Physical health:  Zipline courses designed to gradually prepare you for the higher, longer zip lines, so don’t let your fear of heights keep you from tackling this exciting experience. However, in order to participate, you should be in moderately good health, comfortable walking on uneven terrain or on stairs, and able to stand for up to two hours.

Pregnant women, those with existing injuries, or anyone under the influence of alcohol or drugs will not be allowed to participate.

Liability release form: Forms available on site; a parent or legal guardian must sign the release for guests under the age of 18.

Your safety is our top priority.  In all RDMP ziplines and canopy activities, we require that our suppliers ensure that  all the equipment is checked daily and meets or exceeds all industry standards, and that a professionally trained guides stay with you at all times.
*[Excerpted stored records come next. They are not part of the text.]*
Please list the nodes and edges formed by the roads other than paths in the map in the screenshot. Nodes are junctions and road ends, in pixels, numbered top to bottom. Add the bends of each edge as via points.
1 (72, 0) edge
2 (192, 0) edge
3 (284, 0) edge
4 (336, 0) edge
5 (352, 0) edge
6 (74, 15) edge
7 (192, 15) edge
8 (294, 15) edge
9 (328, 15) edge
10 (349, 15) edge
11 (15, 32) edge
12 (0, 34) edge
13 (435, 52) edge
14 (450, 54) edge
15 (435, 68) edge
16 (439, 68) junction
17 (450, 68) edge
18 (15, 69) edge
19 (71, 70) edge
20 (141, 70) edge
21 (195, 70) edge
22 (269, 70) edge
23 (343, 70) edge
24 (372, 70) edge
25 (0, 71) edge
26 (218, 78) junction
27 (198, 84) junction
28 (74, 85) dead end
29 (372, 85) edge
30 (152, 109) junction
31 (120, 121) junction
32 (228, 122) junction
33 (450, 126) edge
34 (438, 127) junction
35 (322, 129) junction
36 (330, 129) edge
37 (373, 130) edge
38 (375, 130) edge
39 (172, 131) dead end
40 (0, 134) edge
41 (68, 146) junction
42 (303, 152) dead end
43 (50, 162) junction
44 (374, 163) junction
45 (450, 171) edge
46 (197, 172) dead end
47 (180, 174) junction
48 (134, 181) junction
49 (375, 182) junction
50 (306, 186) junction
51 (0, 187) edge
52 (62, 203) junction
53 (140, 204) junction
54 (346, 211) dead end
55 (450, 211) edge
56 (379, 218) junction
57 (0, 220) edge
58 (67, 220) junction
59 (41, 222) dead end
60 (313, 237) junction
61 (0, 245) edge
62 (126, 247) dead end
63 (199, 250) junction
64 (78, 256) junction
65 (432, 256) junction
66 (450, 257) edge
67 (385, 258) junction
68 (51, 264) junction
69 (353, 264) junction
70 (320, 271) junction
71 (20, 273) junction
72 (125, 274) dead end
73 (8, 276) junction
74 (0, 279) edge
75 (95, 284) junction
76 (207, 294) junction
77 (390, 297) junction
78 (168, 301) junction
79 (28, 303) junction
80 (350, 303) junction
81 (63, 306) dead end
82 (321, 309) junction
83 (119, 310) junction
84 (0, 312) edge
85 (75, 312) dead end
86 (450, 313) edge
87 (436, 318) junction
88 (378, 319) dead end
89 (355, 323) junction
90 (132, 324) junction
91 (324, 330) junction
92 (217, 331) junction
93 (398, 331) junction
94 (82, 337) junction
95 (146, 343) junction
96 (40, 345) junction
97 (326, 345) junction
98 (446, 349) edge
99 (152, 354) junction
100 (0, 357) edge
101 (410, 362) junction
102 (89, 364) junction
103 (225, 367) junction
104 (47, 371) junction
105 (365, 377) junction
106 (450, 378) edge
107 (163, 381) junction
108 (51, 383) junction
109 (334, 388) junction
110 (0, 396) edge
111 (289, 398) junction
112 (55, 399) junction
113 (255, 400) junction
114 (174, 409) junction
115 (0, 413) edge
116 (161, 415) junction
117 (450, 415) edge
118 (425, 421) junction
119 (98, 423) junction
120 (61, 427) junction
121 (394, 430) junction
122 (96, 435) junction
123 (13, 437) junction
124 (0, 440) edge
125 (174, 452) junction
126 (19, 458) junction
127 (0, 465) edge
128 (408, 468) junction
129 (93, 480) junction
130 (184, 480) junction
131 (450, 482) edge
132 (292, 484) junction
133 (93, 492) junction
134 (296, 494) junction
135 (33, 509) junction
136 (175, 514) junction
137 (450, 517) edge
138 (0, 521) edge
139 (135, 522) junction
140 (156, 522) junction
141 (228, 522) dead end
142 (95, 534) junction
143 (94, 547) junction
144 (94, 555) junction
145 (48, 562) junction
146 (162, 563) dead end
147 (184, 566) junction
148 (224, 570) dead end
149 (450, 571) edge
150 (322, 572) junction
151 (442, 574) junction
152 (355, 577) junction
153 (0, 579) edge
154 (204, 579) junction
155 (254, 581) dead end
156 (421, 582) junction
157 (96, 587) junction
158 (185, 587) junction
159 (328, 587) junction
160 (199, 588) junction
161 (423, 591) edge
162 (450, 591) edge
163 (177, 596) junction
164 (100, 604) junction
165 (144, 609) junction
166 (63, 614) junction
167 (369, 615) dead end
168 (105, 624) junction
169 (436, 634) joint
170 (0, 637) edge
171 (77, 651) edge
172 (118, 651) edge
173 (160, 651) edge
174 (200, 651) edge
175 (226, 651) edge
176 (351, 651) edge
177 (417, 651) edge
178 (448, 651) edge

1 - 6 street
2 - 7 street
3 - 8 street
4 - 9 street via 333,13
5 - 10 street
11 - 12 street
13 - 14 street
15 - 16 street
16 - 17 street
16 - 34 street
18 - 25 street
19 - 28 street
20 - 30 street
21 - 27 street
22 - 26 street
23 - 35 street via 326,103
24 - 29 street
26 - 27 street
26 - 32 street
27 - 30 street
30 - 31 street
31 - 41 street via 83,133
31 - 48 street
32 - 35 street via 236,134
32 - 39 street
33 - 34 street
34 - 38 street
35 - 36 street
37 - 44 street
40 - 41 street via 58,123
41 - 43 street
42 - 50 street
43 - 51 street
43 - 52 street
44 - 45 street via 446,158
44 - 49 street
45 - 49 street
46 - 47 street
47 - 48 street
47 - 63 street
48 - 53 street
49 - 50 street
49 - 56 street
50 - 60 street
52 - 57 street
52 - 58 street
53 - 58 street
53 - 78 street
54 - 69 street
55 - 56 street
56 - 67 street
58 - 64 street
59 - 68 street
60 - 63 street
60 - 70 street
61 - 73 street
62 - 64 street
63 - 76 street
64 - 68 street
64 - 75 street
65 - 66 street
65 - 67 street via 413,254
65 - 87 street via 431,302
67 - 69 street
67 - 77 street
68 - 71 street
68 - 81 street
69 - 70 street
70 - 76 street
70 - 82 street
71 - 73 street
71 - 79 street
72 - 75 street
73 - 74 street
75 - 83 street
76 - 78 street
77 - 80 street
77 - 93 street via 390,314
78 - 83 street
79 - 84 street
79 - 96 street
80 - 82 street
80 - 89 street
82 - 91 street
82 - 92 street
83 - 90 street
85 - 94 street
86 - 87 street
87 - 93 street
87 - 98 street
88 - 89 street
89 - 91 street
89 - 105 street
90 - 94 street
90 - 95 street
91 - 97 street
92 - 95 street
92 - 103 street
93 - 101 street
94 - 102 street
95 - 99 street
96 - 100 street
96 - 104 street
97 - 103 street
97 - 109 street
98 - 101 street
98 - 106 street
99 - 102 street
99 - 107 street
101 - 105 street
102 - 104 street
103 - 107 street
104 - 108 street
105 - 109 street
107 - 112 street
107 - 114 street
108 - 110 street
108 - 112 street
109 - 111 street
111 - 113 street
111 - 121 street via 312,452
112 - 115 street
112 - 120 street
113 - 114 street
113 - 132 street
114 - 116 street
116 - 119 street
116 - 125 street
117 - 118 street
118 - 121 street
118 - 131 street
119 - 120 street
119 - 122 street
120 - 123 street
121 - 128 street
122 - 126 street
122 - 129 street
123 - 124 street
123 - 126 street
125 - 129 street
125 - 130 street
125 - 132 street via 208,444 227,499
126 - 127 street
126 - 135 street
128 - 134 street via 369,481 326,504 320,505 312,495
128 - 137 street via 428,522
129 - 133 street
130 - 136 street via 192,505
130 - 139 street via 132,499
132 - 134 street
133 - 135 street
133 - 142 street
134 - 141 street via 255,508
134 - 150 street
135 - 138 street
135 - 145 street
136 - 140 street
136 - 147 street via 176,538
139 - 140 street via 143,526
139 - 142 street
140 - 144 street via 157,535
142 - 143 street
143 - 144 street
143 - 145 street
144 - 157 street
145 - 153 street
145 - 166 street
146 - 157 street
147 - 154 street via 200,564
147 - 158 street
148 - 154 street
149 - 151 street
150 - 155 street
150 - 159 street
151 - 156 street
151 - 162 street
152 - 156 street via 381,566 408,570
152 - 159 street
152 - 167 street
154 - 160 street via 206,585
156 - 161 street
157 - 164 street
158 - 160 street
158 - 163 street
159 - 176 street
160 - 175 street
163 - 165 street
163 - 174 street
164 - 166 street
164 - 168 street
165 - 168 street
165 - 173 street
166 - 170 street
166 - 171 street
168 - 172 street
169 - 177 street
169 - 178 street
We focus on your safety so you can relax and enjoy the ride (and the view!).

Paragliding Tandem Style flight can be enjoyed Anyone under 260 pounds of any age with no prior experience necessary. Before any flight part of a scheduled itinerary, the group will be given detailed instruction by the experts instructor guides operating the trip.

Our instructors use a large canopy designed to carry the weight of two people. Each person has their own harness,  passenger and instructor are connected with spreader bars. The Tandem instructor sits in the back and the passenger sits in front.

The instructor organize the equipment and do a simulation before an actual launch giving you instructions to safely enjoy your  flight at max.

Each leader has a medical kit and will carry it with him/her during all activities such as a trek, cycle ride, canoe trip etc. This medical kit contains basic first aid supplies. Our legal responsibilities dictate that we cannot distribute drugs of any kind to any traveller.